§ **Try it**
In the entries below, find the lines with the word "highway" and copy them.

§ **Records for the exercise**
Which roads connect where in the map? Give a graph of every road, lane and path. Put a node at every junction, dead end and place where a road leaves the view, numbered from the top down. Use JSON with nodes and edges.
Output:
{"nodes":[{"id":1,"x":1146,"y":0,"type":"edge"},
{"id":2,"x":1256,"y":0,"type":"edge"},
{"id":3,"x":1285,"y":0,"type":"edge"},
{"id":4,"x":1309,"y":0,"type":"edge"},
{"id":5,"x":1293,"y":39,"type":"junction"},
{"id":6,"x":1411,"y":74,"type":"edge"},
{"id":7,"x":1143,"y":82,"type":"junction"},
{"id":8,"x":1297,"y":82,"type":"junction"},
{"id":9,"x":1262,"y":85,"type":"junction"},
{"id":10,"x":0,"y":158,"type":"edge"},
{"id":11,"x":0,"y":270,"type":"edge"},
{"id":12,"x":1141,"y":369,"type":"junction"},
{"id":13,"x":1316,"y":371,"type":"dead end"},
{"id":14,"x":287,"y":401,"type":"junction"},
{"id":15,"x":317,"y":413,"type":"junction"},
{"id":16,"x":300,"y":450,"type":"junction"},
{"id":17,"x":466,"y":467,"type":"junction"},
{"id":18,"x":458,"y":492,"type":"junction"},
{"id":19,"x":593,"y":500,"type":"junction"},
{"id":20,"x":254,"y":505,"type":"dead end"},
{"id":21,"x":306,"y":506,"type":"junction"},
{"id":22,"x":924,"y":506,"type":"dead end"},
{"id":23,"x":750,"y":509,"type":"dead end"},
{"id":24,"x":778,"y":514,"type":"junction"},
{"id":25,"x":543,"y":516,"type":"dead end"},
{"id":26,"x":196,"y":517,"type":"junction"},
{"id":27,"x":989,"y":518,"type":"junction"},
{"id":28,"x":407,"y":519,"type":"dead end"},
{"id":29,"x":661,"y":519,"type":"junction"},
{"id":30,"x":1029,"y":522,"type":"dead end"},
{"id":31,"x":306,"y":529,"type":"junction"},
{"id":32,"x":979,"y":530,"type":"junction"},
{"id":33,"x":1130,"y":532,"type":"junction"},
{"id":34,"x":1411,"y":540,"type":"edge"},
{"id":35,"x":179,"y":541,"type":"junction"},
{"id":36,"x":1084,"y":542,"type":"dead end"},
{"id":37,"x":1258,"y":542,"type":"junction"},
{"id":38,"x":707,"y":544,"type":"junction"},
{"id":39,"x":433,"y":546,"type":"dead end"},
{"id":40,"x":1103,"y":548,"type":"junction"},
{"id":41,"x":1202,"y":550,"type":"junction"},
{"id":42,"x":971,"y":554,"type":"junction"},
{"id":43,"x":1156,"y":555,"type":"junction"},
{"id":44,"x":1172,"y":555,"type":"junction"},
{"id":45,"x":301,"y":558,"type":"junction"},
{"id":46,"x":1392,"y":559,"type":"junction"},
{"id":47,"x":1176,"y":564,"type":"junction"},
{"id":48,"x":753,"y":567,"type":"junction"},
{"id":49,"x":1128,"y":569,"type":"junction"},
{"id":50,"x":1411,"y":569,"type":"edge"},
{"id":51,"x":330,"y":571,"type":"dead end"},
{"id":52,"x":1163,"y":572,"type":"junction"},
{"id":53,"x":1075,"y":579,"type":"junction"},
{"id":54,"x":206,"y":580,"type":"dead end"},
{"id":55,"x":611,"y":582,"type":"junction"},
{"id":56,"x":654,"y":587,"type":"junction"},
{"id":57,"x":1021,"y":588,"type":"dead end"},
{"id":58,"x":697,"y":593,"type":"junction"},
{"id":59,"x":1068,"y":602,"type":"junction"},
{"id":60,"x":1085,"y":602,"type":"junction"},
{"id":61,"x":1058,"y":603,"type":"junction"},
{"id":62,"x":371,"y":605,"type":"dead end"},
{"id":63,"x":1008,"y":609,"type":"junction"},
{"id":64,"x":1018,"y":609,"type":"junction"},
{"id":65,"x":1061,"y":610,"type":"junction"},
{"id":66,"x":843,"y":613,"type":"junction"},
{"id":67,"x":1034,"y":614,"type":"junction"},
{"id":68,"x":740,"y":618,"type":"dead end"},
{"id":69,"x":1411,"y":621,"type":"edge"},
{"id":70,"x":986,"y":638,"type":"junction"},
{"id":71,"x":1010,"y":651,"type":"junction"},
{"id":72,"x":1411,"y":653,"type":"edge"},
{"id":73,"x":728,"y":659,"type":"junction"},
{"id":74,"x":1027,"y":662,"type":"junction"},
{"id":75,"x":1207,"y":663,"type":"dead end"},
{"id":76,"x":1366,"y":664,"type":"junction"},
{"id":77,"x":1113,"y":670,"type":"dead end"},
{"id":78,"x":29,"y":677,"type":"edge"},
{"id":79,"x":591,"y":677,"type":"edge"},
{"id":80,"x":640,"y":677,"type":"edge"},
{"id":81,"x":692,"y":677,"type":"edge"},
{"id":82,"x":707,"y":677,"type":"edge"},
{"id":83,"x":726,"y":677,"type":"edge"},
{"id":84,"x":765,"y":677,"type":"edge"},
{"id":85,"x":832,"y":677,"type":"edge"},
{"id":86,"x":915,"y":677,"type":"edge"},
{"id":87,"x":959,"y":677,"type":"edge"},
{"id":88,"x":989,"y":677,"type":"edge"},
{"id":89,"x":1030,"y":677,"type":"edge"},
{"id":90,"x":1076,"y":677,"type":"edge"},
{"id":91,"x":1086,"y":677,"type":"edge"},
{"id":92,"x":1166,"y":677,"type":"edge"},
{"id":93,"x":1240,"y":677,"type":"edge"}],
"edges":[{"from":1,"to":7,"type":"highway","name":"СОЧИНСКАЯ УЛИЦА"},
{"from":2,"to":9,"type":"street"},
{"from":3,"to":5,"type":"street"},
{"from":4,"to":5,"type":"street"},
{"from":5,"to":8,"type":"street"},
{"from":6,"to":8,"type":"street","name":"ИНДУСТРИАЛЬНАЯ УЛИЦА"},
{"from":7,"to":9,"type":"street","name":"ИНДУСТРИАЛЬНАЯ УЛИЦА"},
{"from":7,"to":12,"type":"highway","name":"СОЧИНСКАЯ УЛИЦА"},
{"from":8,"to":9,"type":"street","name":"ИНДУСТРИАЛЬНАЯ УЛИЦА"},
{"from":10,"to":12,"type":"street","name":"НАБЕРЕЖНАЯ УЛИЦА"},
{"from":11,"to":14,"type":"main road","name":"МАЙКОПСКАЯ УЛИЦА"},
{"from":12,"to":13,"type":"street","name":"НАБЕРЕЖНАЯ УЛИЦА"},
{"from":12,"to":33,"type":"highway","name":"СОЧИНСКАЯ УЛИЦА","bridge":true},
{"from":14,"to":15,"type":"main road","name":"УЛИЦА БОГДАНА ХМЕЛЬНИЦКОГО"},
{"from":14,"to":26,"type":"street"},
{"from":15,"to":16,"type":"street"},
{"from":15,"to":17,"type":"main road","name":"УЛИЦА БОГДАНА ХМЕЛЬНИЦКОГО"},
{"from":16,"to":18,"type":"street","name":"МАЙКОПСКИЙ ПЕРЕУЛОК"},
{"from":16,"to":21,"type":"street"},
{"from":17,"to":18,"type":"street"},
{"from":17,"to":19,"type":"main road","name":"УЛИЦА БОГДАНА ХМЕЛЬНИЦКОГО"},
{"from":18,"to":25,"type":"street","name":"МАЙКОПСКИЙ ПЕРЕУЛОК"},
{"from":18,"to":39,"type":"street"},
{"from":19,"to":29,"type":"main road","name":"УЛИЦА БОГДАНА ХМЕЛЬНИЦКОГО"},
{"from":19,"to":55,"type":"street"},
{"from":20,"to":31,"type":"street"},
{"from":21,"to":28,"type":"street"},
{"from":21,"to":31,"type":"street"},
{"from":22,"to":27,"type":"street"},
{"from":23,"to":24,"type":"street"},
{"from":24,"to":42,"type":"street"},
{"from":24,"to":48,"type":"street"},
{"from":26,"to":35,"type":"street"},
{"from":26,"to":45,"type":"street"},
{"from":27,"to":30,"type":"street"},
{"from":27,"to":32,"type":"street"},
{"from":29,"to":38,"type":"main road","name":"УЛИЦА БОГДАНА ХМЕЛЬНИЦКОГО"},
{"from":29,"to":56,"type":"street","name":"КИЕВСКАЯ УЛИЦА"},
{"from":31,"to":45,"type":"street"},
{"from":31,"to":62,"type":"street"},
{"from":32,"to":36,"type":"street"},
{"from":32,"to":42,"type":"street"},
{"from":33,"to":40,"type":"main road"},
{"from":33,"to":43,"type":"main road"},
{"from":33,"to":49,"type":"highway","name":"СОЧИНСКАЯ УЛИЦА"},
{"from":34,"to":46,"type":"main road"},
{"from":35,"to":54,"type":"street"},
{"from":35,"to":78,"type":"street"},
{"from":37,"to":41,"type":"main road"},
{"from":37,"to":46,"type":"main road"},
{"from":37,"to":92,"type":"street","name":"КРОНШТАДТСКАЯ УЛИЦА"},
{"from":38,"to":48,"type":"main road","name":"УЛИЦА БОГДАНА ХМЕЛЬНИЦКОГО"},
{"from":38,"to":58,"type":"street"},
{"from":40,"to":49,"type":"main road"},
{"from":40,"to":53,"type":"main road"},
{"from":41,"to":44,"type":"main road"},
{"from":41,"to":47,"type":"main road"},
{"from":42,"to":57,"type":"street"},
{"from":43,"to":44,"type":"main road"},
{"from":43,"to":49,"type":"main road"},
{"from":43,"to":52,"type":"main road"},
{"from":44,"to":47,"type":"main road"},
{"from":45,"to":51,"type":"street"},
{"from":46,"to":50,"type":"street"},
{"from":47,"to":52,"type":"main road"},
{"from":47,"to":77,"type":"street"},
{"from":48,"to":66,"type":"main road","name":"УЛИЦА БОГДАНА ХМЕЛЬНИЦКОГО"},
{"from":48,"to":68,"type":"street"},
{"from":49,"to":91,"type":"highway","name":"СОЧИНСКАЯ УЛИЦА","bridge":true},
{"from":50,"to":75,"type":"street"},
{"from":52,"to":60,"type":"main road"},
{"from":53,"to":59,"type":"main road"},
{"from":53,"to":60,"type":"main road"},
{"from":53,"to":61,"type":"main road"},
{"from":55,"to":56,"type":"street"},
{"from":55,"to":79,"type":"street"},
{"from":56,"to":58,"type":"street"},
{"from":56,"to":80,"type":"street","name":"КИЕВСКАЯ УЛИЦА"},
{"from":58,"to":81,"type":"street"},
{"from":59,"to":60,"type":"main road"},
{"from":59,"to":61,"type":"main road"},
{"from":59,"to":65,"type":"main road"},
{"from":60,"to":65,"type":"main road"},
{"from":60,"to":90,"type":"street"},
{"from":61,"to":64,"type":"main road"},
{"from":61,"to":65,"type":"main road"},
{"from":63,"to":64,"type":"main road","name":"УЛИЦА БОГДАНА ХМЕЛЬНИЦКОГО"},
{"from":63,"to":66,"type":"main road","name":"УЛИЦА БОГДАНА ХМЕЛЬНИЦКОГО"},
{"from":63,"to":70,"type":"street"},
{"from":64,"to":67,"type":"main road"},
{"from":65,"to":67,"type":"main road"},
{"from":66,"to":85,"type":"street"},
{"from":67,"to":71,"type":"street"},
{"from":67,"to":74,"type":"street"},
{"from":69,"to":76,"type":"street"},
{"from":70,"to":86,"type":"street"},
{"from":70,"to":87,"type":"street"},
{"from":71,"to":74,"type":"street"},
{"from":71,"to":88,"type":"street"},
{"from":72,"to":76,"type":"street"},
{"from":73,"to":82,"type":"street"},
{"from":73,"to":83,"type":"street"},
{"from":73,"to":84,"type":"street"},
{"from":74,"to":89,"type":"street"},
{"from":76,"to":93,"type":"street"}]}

§ **Answer to this exercise**
"edges":[{"from":1,"to":7,"type":"highway","name":"СОЧИНСКАЯ УЛИЦА"},
{"from":7,"to":12,"type":"highway","name":"СОЧИНСКАЯ УЛИЦА"},
{"from":12,"to":33,"type":"highway","name":"СОЧИНСКАЯ УЛИЦА","bridge":true},
{"from":33,"to":49,"type":"highway","name":"СОЧИНСКАЯ УЛИЦА"},
{"from":49,"to":91,"type":"highway","name":"СОЧИНСКАЯ УЛИЦА","bridge":true},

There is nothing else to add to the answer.